AA – Istanbul
Alors que se profile la date limite pour postuler aux prestigieux Istanbul Photo Awards de l’Agence Anadolu (AA), le photographe de guerre expérimenté, et ancien membre du jury des Istanbul Photo Awards, Patrick Chauvel a donné des conseils sur l’importance de la retouche des photos, ainsi que d’autres conseils de ses décennies d'expérience dans le domaine.
"Lorsque vous envoyez des photos pour un prix, le montage est la partie principale", a confié Patrick Chauvel à l'AA.
- "De bonnes photos et un mauvais montage tueront l'histoire!"
Le concours international de photos d'actualité acceptera les candidatures jusqu'au 15 février, à minuit heure locale (2100GMT). 2020 marque la sixième année du concours, ouvert aux photographes professionnels du monde entier.
Les Istanbul Photo Awards sont organisés par l'AA, qui a travaillé avec des dizaines de photojournalistes distingués tout au long de ses 100 ans d'histoire et vise à continuer à soutenir la profession de photojournalisme.
Cette année, le photographe passionné, Patrick Chauvel a également soumis des photos pour le prix, citant en particulier le conflit international majeur de l'autre côté des frontières sud de la Turquie : "Je pense que l'histoire en Syrie est puissante et doit être montrée par tous les moyens possibles!"
"Et j'aime l'idée d'aller à Istanbul", a ajouté le photographe de 70 ans.
Chauvel a déclaré que son mandat au jury des Istanbul Photo Awards 2015 avait été positif, expliquant : "Cela m'a donné l'occasion de voir le travail de très bons photographes, et ça m'a inspiré pour mes futures missions."
Né en France, Chauvel a pris l'objectif très jeune, et au cours de sa vie professionnelle il a été témoin de plus de 20 conflits, y compris la guerre des Six jours de 1967 entre les pays arabes et Israël, ainsi que la guerre du Vietnam et la guerre de Bosnie dans les années 1990.
Chauvel, qui a également écrit plusieurs livres et est apparu dans des documentaires, n'a pas échappé aux dangers de sa profession, comme en 1989, lorsqu'il a été grièvement blessé lors de l'invasion américaine du Panama.
Il est également un journaliste reconnu et récompensé, ayant notamment reçu le Prix World Press Photo en 1995.
- "Je finance toutes mes histoires"
Après des décennies à braver les lignes de front pour la photo parfaite, le photographe chevronné est désormais pessimiste quant à l'avenir de sa profession.

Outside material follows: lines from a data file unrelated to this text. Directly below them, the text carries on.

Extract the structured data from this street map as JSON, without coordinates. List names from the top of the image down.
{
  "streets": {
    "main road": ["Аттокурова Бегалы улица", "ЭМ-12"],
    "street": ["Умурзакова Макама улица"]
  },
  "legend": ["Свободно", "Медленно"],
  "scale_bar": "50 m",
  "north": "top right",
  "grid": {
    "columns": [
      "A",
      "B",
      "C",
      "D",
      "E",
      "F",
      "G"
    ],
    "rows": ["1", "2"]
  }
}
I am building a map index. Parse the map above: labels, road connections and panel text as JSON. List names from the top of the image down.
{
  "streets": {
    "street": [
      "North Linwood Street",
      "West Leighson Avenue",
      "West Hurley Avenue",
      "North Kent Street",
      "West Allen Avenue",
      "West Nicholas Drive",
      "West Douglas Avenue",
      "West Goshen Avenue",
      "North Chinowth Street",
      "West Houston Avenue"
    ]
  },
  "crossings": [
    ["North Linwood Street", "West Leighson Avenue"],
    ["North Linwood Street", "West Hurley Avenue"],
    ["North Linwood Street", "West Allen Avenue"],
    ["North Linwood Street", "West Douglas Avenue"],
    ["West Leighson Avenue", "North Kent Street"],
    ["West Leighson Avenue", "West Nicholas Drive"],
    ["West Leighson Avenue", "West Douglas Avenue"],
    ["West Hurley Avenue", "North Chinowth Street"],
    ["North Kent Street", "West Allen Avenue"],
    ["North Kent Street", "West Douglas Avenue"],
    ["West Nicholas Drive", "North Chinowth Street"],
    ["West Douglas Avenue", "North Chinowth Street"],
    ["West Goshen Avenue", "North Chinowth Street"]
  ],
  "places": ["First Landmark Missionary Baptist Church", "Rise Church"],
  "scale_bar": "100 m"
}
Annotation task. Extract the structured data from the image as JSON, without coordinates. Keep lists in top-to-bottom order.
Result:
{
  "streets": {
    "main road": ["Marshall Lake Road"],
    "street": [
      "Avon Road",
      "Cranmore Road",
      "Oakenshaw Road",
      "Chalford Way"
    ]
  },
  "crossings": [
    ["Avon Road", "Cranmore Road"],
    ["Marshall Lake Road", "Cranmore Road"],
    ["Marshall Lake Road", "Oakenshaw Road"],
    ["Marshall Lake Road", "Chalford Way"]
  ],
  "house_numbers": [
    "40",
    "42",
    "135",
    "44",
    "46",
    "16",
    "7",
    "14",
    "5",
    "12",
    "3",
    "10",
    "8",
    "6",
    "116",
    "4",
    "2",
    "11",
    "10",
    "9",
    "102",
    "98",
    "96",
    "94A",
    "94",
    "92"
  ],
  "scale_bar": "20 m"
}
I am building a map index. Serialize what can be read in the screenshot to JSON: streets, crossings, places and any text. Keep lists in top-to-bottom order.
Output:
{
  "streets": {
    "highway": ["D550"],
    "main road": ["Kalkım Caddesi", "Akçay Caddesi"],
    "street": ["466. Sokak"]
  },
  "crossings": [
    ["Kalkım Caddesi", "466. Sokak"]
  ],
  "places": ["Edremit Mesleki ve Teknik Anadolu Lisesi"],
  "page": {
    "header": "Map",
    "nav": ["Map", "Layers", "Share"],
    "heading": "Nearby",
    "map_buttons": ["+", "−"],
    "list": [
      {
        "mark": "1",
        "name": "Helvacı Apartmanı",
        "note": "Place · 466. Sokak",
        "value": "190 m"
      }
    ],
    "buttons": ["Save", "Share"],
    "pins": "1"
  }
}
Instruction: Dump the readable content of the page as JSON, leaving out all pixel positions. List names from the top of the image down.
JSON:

"L'avenir de ma profession est très sombre, a-t-il déclaré. Personne ne veut payer ou prendre la responsabilité de nous envoyer, il y a très peu d'opportunités. Je finance toutes mes histoires et je les revends par la suite."
Chauvel a également expliqué ce qui, pour lui, rend une image digne d'un prix:
"Les photographes qui obtiennent le prix sont, sinon les meilleurs, sûrement ceux qui ont eu l'histoire la plus significative et ont su la raconter en quelques images fortes."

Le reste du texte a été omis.